#### Data to process

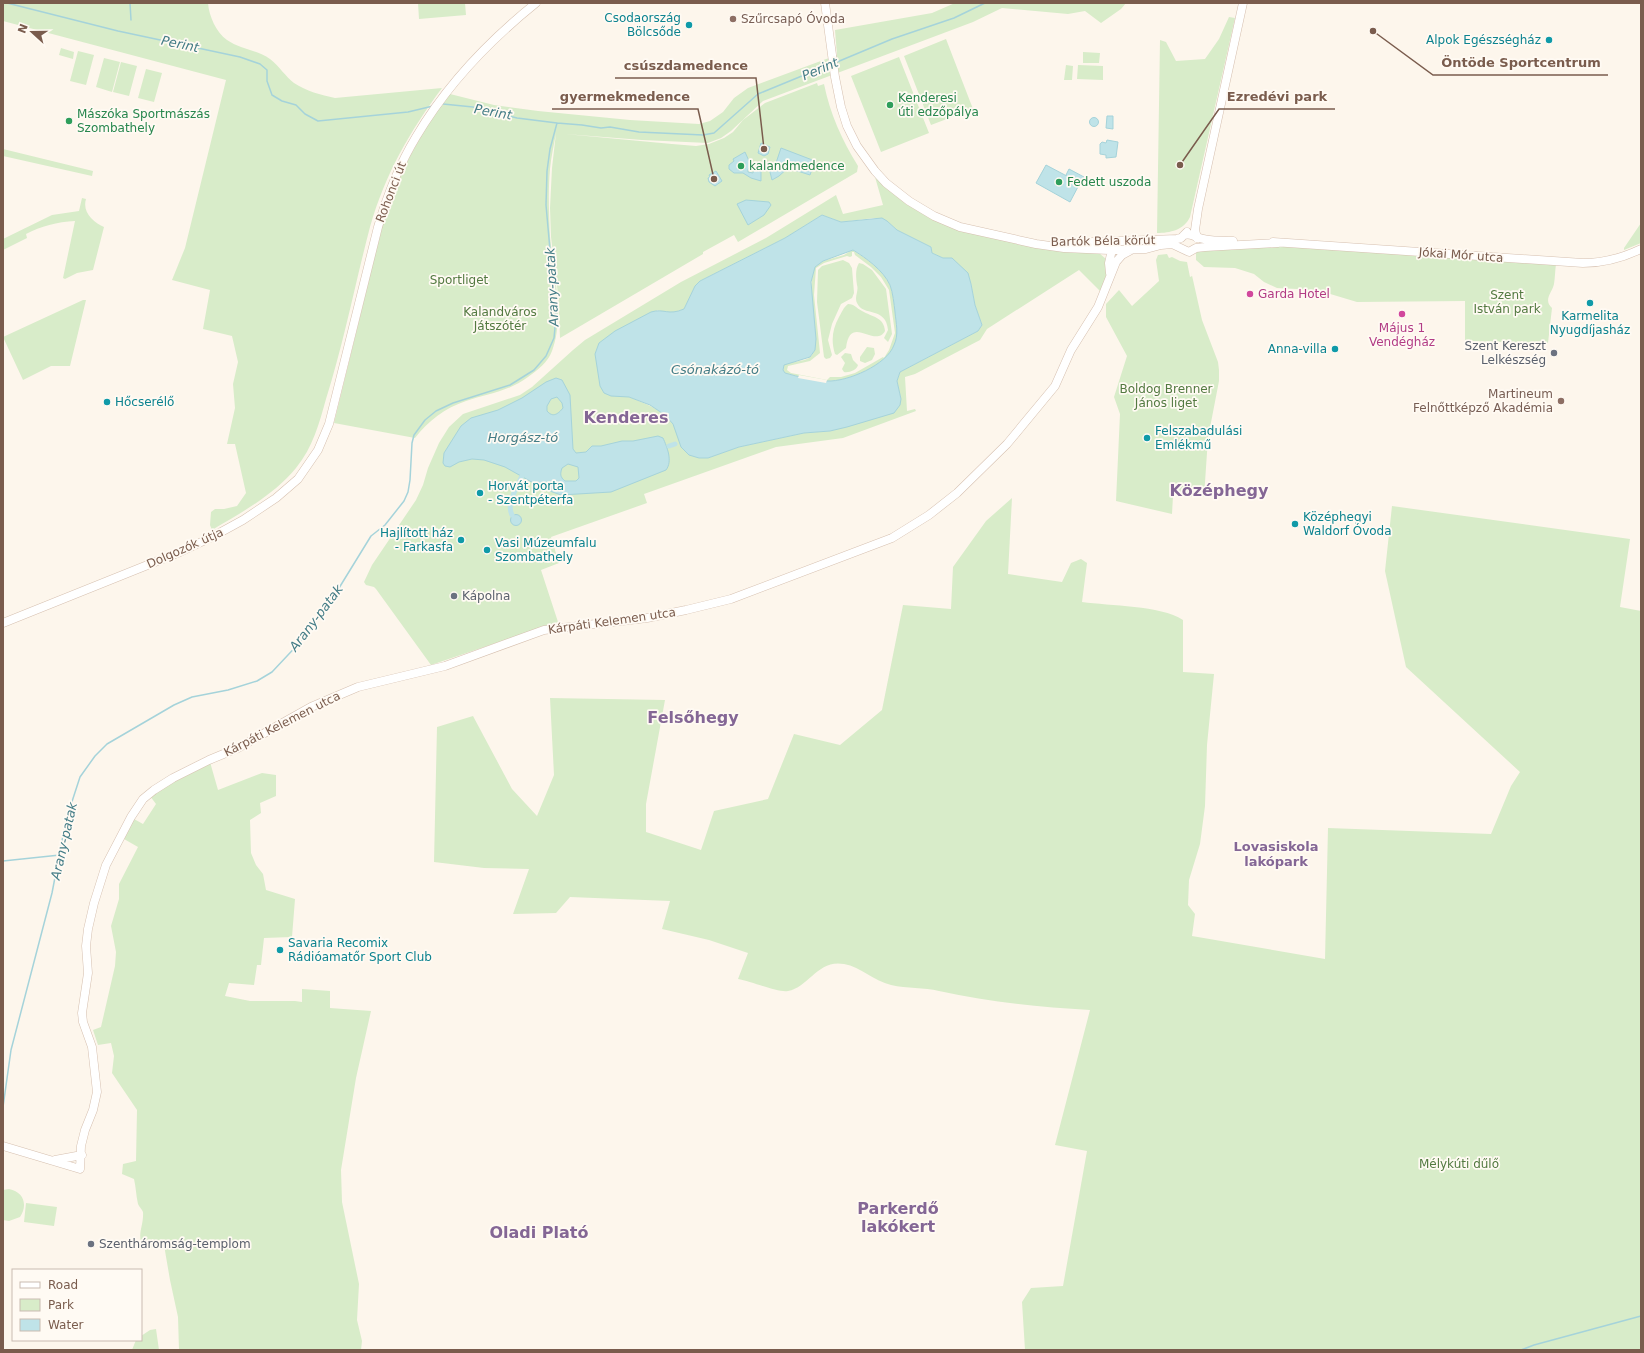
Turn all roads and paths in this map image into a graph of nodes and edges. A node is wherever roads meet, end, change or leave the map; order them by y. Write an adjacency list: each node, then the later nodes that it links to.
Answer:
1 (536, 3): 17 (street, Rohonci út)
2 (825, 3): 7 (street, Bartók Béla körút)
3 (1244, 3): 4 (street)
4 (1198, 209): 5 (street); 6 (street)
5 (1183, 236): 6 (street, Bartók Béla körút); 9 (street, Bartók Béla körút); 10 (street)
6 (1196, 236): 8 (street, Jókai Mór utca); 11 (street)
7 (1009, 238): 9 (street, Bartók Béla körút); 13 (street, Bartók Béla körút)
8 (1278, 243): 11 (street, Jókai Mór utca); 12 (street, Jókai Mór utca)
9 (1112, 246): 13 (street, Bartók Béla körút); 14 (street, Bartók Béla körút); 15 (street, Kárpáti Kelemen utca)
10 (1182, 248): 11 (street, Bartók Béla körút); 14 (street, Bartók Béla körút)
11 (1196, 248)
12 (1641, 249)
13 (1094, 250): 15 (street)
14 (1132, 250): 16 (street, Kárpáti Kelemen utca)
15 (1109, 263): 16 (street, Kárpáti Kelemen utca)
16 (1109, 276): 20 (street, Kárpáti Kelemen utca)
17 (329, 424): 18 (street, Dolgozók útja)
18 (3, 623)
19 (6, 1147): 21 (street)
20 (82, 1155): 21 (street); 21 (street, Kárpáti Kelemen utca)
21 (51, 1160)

########

◆ Task item ◆
What this calls for is a word-for-word copy of the listing above, pictures excluded.

◆ Solution to this problem ◆
Turn all roads and paths in this map image into a graph of nodes and edges. A node is wherever roads meet, end, change or leave the map; order them by y. Write an adjacency list: each node, then the later nodes that it links to.
Answer:
1 (536, 3): 17 (street, Rohonci út)
2 (825, 3): 7 (street, Bartók Béla körút)
3 (1244, 3): 4 (street)
4 (1198, 209): 5 (street); 6 (street)
5 (1183, 236): 6 (street, Bartók Béla körút); 9 (street, Bartók Béla körút); 10 (street)
6 (1196, 236): 8 (street, Jókai Mór utca); 11 (street)
7 (1009, 238): 9 (street, Bartók Béla körút); 13 (street, Bartók Béla körút)
8 (1278, 243): 11 (street, Jókai Mór utca); 12 (street, Jókai Mór utca)
9 (1112, 246): 13 (street, Bartók Béla körút); 14 (street, Bartók Béla körút); 15 (street, Kárpáti Kelemen utca)
10 (1182, 248): 11 (street, Bartók Béla körút); 14 (street, Bartók Béla körút)
11 (1196, 248)
12 (1641, 249)
13 (1094, 250): 15 (street)
14 (1132, 250): 16 (street, Kárpáti Kelemen utca)
15 (1109, 263): 16 (street, Kárpáti Kelemen utca)
16 (1109, 276): 20 (street, Kárpáti Kelemen utca)
17 (329, 424): 18 (street, Dolgozók útja)
18 (3, 623)
19 (6, 1147): 21 (street)
20 (82, 1155): 21 (street); 21 (street, Kárpáti Kelemen utca)
21 (51, 1160)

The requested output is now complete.